Les habitants se plaignent toutefois d'invasions de moustiques, de la pollution et des inondations récurrentes. Un projet d'aménagement porté par les autorités, et prévoyant un éventuel bétonnage d'une partie du site, entend régler ces désagréments mais inquiète les défenseurs de l'environnement.

Hamdi, un commerçant de 31 ans du quartier populaire de Sidi Hassine, espère des travaux pour embellir le paysage et surtout régler le « problème des déchets plastiques et des eaux de pluie qui débordent ». 

La vasière a un rôle crucial, tant comme lieu de reproduction pour les oiseaux migrateurs qui s'y retrouvent à la fin de l'hiver, que pour absorber le trop-plein d'eau lors des fortes pluies.

Mais de nombreuses constructions anarchiques ont fleuri dans les anciens faubourgs agricoles de Tunis à mesure que la population rurale y a migré.
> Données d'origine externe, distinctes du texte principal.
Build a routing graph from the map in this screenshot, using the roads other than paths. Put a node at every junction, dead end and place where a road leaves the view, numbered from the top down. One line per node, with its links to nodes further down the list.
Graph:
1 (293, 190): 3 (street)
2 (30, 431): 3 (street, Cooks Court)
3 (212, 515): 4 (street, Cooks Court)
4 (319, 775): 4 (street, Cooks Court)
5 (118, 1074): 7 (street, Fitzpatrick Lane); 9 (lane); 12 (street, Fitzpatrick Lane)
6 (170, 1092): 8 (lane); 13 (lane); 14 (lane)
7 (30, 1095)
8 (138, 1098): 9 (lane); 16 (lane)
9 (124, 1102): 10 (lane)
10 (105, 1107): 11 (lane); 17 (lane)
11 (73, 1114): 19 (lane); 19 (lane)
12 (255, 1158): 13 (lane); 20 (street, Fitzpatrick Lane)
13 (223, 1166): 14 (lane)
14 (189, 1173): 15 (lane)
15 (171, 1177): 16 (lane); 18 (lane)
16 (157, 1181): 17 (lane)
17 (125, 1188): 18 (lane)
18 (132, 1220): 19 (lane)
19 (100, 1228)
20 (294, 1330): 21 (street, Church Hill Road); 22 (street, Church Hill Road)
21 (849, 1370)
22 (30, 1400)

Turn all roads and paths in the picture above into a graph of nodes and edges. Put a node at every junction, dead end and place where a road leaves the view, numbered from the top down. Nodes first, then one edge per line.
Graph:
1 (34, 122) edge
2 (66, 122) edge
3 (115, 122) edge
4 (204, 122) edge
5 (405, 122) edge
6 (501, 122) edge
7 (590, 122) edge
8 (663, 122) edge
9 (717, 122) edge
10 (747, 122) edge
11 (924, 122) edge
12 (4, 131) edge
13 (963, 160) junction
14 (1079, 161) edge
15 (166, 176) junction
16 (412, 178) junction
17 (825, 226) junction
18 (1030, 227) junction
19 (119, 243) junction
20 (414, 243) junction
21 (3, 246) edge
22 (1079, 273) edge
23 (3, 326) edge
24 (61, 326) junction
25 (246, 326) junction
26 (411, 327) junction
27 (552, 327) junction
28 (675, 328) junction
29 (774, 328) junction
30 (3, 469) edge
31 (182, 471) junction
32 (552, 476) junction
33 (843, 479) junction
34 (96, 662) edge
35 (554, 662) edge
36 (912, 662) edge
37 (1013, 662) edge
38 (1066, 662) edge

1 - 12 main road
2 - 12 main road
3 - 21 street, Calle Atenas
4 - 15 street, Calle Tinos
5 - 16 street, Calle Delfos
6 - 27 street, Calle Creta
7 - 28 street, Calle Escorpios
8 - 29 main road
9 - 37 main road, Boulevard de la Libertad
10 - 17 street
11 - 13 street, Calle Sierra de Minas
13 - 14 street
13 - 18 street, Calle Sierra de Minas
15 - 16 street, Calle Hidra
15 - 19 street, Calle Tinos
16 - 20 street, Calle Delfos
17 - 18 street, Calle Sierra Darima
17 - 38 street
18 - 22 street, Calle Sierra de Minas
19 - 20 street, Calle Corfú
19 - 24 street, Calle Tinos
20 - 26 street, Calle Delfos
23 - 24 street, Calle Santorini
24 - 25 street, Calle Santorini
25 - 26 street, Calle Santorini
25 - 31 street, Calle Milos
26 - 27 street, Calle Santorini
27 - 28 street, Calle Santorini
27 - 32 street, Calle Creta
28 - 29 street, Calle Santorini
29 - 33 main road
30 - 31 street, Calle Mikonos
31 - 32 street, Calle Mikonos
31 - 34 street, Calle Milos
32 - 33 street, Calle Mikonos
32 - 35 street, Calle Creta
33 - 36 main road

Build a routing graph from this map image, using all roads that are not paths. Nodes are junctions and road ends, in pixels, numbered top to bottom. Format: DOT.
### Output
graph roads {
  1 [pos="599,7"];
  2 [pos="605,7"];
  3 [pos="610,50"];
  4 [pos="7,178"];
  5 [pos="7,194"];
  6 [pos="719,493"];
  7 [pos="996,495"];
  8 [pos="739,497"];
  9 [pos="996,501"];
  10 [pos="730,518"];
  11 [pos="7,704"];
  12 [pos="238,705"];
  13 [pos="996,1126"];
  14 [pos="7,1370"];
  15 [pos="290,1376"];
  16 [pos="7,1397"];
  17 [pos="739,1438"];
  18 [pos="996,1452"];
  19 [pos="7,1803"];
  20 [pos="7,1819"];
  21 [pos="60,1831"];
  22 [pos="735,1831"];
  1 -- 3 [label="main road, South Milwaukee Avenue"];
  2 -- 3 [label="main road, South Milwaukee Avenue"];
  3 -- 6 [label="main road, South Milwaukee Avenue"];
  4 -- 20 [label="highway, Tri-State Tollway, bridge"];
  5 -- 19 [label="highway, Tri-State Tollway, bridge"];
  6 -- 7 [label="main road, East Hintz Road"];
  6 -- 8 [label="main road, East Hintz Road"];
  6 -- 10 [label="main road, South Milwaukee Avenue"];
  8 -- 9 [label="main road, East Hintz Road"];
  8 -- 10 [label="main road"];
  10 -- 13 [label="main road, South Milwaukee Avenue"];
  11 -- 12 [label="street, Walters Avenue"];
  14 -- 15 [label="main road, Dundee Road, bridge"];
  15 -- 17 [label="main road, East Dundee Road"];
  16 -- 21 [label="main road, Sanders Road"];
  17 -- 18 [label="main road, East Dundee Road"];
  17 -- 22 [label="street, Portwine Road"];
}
La lagune est alors devenue un dépotoir de gravats, débris de construction et autres détritus.

Plus de 1,8 million de mètres cubes de déchets solides y ont été déversés depuis 2009, selon une étude gouvernementale. Résultat : l'étang de 2 600 hectares n'arrive plus à absorber toute l'eau des crues.

Le gouvernement étudie depuis 2015 un projet pour dépolluer la lagune, réconcilier les habitants et leur environnement, et protéger la zone des inondations, tout en développant son potentiel économique par des constructions.

Des oiseaux et des hommes

Environ 48% des habitants de Tunis vivent aux abords de la lagune selon le dernier recensement (2014) et les quartiers l'entourant sont particulièrement denses avec quelque 2 800 habitants au kilomètre carré.

Côté nord, s'alignent des immeubles en béton et briques nues, construits sans aucune autorisation.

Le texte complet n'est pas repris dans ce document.